EXERCISE MATERIALS
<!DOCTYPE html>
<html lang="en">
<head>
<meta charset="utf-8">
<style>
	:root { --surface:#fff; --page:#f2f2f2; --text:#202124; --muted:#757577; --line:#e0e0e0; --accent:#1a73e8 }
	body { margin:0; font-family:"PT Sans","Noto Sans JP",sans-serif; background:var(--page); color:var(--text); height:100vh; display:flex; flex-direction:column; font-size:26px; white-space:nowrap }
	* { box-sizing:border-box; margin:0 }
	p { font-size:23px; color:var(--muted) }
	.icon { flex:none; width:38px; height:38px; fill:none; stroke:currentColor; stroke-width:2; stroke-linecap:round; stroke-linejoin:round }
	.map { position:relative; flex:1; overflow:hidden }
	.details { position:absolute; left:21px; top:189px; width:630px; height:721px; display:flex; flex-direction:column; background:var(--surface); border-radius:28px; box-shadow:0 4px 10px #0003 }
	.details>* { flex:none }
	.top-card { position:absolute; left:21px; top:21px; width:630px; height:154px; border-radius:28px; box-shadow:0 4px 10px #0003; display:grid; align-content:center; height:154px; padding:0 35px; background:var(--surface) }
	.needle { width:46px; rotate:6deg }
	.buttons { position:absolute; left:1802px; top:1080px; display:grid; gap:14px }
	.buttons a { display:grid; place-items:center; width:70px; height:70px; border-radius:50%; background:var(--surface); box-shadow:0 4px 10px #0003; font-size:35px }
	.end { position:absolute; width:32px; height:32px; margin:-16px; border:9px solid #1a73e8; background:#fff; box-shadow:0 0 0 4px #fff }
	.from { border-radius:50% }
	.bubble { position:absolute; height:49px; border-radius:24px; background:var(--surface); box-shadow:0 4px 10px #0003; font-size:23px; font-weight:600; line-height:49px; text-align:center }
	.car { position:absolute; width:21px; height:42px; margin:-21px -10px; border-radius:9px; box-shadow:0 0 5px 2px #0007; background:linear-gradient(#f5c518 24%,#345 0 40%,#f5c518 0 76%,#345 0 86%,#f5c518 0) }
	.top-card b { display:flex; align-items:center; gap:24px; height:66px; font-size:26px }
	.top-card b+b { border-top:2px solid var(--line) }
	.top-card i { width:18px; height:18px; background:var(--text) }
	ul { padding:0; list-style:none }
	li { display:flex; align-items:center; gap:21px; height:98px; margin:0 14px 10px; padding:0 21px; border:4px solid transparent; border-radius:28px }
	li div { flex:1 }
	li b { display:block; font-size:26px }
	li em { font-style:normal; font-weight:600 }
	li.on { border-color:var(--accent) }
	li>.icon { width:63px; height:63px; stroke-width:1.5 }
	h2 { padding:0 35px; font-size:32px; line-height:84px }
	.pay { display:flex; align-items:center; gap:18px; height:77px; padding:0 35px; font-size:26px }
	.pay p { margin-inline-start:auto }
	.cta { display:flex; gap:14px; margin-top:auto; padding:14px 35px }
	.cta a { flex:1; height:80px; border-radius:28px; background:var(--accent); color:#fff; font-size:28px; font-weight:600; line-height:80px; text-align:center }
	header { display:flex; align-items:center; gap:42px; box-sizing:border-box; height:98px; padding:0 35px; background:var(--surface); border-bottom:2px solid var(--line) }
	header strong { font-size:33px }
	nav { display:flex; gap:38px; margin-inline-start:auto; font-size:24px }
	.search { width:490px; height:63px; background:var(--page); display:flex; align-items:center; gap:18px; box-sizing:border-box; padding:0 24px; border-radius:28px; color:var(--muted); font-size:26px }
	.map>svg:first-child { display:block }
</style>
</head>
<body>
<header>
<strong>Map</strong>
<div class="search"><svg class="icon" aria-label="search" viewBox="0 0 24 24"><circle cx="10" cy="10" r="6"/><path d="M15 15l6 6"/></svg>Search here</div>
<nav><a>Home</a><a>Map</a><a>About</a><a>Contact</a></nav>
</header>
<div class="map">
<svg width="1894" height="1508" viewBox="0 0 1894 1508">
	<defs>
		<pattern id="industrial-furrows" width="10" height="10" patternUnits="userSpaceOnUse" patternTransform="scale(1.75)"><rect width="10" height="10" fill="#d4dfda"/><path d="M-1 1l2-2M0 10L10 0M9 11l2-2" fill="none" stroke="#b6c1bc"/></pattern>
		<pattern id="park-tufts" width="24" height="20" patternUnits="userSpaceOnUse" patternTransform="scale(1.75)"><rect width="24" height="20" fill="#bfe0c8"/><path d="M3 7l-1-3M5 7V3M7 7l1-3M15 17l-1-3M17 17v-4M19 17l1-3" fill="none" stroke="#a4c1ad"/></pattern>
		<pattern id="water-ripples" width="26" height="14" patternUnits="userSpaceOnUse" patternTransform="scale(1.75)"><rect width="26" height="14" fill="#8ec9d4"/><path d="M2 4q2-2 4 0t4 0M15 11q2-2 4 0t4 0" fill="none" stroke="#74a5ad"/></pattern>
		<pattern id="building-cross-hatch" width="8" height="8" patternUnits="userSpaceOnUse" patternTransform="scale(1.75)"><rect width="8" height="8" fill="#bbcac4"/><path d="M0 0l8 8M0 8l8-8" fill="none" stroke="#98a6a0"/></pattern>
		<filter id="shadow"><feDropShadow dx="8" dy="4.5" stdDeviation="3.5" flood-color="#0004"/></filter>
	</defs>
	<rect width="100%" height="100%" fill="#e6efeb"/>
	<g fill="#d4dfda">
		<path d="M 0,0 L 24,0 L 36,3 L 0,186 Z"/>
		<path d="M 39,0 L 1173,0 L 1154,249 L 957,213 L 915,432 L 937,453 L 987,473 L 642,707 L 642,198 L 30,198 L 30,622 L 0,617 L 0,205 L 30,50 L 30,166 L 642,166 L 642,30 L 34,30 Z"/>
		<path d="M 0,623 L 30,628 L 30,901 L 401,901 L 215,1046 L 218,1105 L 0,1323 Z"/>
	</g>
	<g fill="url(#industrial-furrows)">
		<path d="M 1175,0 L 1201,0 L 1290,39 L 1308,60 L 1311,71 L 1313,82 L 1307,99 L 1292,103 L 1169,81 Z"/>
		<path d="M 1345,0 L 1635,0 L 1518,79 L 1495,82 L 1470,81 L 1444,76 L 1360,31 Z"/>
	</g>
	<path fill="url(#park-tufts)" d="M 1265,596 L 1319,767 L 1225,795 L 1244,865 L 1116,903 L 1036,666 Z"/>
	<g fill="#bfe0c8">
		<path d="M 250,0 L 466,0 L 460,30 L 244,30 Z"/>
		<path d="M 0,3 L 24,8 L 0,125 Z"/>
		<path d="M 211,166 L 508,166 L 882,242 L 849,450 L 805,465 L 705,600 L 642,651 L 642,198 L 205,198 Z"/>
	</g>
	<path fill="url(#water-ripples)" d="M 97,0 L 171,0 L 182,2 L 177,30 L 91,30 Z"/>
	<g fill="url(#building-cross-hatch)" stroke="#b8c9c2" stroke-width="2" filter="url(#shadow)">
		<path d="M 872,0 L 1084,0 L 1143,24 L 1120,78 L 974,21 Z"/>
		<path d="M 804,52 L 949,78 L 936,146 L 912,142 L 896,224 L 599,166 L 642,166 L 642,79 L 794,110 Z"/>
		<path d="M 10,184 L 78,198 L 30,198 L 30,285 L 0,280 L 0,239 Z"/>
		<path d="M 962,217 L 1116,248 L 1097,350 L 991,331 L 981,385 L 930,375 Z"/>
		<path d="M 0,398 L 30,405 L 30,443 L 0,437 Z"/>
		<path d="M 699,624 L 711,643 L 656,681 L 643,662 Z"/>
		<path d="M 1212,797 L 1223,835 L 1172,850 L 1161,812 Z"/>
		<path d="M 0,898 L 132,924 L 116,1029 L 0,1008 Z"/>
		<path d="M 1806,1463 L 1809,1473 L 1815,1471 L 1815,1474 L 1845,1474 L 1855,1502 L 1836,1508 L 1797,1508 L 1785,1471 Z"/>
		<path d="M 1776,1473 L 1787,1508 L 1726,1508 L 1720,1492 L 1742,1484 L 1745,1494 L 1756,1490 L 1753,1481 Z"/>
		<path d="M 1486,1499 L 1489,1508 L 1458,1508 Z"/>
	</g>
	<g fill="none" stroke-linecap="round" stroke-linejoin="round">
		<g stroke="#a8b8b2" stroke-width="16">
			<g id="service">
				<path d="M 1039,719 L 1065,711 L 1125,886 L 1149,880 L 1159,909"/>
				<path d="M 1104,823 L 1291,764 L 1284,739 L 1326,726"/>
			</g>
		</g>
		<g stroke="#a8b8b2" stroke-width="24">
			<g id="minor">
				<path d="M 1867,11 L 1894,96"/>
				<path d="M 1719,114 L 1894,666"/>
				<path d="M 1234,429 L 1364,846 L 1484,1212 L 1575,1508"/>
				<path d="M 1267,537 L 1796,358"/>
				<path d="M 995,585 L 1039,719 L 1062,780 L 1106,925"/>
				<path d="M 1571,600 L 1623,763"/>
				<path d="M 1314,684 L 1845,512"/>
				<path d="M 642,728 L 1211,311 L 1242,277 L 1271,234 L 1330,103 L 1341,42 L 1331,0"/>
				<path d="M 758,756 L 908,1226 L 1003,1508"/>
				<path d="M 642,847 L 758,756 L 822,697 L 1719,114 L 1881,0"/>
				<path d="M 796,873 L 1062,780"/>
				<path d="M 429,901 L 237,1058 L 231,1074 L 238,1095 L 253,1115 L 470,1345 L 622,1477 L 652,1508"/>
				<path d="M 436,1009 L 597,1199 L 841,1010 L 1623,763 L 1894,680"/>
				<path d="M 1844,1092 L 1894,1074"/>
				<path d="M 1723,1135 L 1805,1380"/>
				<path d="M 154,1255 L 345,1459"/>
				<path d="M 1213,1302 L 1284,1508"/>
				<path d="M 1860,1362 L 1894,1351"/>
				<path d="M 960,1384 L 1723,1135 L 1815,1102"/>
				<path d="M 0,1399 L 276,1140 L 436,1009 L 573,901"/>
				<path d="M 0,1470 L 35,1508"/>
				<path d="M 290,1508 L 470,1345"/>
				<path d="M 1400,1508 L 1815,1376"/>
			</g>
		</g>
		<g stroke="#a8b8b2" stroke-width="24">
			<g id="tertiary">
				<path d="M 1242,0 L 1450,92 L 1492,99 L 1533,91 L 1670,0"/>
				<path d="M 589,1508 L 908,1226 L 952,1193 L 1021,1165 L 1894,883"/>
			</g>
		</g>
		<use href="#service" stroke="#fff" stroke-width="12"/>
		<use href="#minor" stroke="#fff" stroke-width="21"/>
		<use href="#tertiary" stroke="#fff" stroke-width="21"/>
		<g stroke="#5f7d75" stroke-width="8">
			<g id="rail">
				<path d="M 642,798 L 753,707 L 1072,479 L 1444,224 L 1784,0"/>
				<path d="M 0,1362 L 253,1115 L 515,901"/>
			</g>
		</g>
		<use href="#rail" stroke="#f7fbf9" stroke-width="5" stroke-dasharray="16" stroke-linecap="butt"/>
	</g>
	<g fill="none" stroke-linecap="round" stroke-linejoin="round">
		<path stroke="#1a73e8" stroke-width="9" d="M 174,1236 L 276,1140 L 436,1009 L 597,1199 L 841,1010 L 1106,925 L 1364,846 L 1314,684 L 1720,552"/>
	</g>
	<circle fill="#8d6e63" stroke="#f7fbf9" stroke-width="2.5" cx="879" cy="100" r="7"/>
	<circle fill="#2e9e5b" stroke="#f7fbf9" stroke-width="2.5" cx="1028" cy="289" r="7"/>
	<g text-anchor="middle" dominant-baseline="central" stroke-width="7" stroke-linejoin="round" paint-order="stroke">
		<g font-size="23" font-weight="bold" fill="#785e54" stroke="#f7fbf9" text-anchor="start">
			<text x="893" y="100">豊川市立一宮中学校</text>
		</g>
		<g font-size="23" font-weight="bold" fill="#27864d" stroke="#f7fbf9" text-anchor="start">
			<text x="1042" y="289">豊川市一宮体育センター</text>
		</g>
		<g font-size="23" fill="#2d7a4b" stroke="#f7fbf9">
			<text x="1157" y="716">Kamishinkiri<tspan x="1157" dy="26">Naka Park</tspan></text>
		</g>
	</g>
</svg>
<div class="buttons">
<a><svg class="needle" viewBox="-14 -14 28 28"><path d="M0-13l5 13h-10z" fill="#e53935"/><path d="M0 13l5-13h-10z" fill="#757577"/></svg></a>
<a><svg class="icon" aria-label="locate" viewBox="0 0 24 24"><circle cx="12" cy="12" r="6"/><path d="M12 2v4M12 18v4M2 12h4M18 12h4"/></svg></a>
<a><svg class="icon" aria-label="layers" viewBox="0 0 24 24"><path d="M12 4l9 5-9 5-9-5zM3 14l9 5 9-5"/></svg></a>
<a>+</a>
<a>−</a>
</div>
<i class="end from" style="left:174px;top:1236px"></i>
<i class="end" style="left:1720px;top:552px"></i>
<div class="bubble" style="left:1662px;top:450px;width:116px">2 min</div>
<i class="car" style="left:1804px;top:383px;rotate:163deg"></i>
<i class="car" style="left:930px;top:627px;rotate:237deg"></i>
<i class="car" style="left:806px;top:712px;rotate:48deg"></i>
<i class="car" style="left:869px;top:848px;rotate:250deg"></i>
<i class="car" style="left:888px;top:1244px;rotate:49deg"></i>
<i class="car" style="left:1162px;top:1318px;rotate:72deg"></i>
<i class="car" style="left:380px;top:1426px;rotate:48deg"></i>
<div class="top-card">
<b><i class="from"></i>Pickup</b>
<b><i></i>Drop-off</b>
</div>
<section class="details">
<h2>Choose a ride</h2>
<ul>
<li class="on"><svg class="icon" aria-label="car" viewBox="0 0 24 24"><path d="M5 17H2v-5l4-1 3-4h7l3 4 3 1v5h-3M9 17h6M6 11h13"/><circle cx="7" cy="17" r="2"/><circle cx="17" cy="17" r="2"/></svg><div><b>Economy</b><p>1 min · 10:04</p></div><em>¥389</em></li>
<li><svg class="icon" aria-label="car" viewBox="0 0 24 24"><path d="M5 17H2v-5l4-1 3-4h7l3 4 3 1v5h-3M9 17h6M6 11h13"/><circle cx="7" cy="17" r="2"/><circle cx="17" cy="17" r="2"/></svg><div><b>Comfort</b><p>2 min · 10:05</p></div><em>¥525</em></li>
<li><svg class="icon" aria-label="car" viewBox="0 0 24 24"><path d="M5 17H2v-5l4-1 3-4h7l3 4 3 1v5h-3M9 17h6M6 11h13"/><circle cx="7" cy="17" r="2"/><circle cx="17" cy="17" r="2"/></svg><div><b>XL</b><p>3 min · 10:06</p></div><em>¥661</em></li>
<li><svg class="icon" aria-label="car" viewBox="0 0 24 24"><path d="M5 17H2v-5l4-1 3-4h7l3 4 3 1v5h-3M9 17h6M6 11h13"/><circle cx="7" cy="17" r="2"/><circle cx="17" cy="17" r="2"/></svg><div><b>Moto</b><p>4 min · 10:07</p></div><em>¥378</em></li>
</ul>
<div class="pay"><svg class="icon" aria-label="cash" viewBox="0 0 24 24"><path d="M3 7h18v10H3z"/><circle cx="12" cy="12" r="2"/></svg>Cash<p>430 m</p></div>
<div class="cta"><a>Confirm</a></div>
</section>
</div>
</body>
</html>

EXERCISE DESCRIPTION
Check every line above for the string "buttons" and state how many have it, with no other words.

EXPECTED ANSWER
3